- **TASK OBJECTIVE**: Copy each line below in which the word "Lane" occurs.

- **DATA SHOWN**:
☆ ☆ ☆ ☆ ☆ ☆ ☆

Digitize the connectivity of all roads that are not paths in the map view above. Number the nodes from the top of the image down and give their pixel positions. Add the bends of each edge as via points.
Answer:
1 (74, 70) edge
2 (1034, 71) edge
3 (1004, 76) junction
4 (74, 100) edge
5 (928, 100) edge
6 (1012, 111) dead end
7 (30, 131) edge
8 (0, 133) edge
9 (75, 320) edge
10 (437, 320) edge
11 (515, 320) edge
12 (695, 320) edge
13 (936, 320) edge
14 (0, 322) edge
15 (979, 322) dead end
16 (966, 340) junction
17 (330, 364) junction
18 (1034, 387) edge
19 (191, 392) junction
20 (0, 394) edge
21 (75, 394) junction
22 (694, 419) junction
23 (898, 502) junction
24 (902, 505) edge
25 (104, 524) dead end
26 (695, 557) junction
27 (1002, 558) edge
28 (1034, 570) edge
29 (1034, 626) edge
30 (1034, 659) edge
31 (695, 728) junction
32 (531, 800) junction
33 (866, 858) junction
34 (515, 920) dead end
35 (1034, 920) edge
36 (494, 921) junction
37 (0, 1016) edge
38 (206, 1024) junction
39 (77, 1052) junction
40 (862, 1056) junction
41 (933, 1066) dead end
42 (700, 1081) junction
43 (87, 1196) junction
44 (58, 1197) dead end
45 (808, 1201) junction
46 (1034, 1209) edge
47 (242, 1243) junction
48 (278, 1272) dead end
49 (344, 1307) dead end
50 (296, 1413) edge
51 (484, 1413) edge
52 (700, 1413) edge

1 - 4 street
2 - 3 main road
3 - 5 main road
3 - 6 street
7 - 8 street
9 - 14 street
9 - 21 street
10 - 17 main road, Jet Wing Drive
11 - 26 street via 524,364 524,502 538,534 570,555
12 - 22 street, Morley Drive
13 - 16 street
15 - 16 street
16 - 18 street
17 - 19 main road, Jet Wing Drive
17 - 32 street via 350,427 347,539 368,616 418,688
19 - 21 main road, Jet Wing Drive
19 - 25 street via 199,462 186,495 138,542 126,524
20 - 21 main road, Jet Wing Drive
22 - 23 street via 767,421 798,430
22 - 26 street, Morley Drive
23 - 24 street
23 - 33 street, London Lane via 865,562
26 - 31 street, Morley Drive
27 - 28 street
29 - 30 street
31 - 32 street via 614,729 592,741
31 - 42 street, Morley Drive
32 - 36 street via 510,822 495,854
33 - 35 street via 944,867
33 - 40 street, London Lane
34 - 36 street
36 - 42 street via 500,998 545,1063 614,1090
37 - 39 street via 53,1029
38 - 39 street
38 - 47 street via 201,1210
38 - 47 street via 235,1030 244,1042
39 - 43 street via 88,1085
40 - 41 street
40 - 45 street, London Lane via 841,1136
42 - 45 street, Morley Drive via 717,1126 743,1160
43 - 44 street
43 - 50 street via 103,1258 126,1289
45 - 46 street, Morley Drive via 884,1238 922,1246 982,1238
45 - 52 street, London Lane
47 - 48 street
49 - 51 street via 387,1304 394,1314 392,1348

☆ ☆ ☆ ☆ ☆ ☆ ☆

- **REPLY**:
23 - 33 street, London Lane via 865,562
33 - 40 street, London Lane
40 - 45 street, London Lane via 841,1136
45 - 52 street, London Lane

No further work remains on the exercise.